**What the task asks:**
Write out the listing below in full and exactly, leaving out every picture.

**Information provided:**
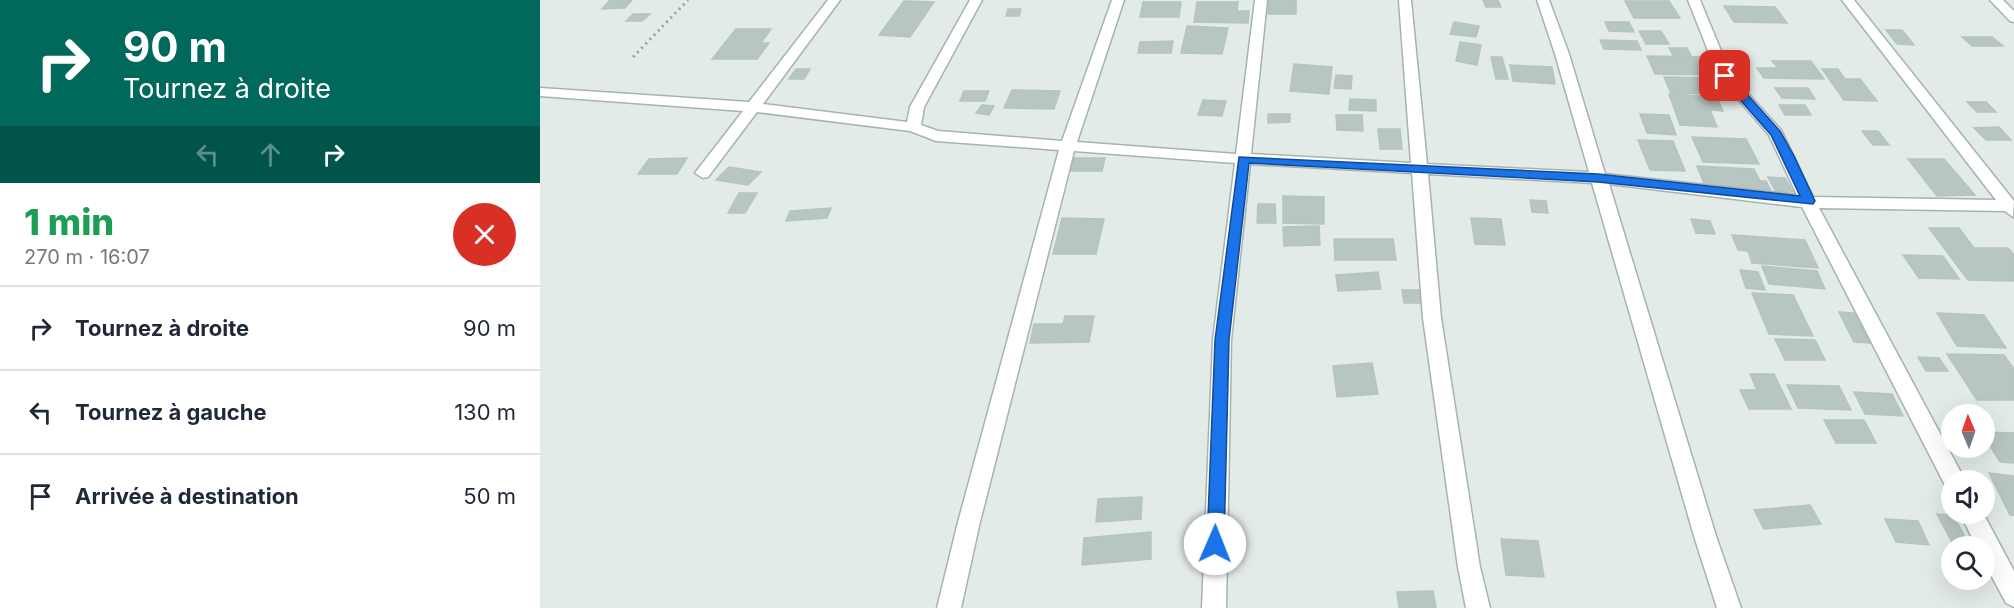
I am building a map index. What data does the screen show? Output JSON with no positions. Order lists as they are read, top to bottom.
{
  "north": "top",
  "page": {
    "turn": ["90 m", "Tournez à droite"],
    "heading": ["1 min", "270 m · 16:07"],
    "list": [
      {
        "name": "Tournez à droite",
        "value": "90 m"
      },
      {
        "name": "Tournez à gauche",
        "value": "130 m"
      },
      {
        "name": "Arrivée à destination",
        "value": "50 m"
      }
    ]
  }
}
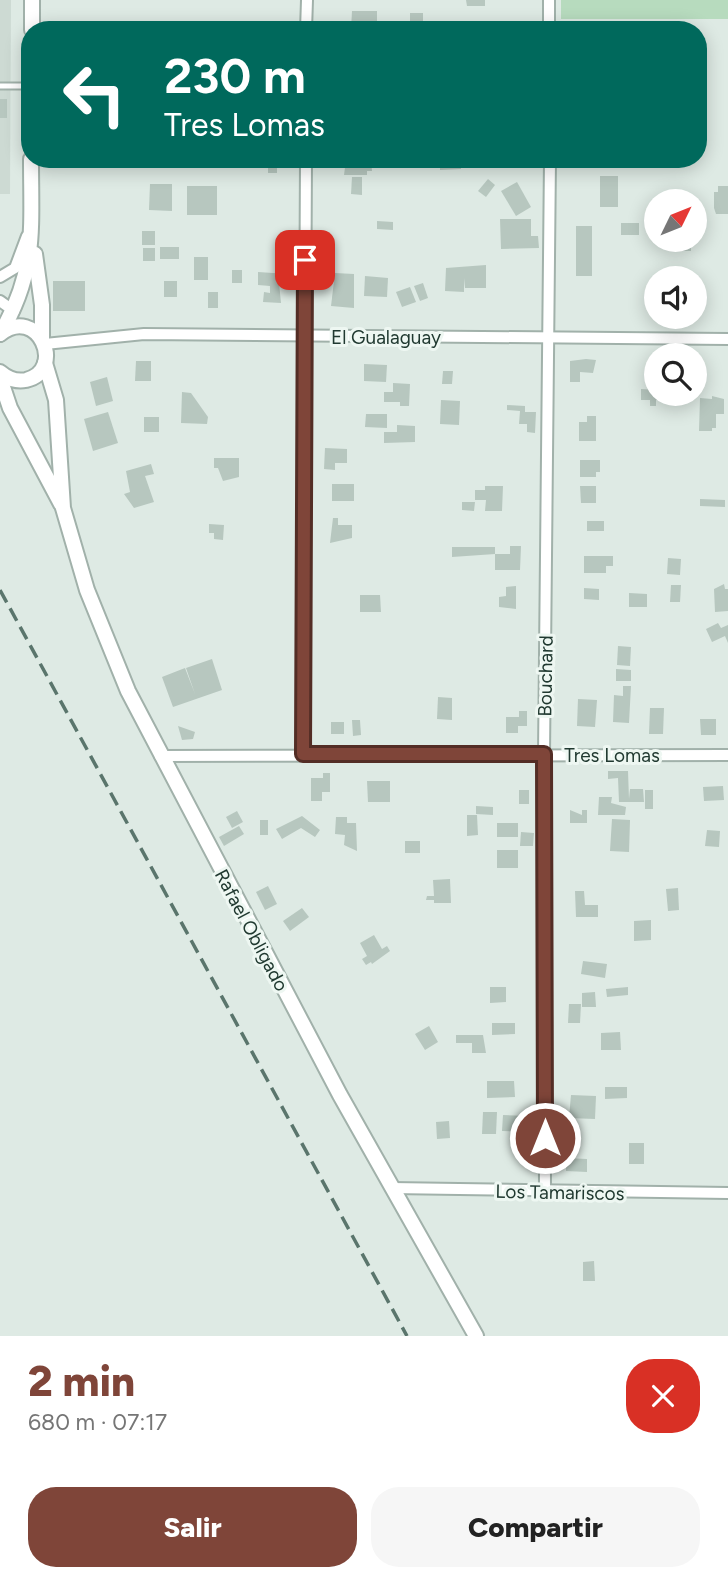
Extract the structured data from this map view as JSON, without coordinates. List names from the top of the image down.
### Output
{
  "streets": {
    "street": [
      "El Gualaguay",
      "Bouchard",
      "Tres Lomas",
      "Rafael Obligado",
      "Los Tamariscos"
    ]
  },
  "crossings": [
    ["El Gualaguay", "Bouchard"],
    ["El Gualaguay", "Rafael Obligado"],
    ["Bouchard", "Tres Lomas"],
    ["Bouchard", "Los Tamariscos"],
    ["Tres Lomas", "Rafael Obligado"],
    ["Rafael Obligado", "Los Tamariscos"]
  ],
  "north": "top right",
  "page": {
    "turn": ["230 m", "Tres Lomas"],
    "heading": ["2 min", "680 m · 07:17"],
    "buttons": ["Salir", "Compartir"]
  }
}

**Your solution:**
I am building a map index. What data does the screen show? Output JSON with no positions. Order lists as they are read, top to bottom.
{
  "north": "top",
  "page": {
    "turn": ["90 m", "Tournez à droite"],
    "heading": ["1 min", "270 m · 16:07"],
    "list": [
      {
        "name": "Tournez à droite",
        "value": "90 m"
      },
      {
        "name": "Tournez à gauche",
        "value": "130 m"
      },
      {
        "name": "Arrivée à destination",
        "value": "50 m"
      }
    ]
  }
}
Extract the structured data from this map view as JSON, without coordinates. List names from the top of the image down.
### Output
{
  "streets": {
    "street": [
      "El Gualaguay",
      "Bouchard",
      "Tres Lomas",
      "Rafael Obligado",
      "Los Tamariscos"
    ]
  },
  "crossings": [
    ["El Gualaguay", "Bouchard"],
    ["El Gualaguay", "Rafael Obligado"],
    ["Bouchard", "Tres Lomas"],
    ["Bouchard", "Los Tamariscos"],
    ["Tres Lomas", "Rafael Obligado"],
    ["Rafael Obligado", "Los Tamariscos"]
  ],
  "north": "top right",
  "page": {
    "turn": ["230 m", "Tres Lomas"],
    "heading": ["2 min", "680 m · 07:17"],
    "buttons": ["Salir", "Compartir"]
  }
}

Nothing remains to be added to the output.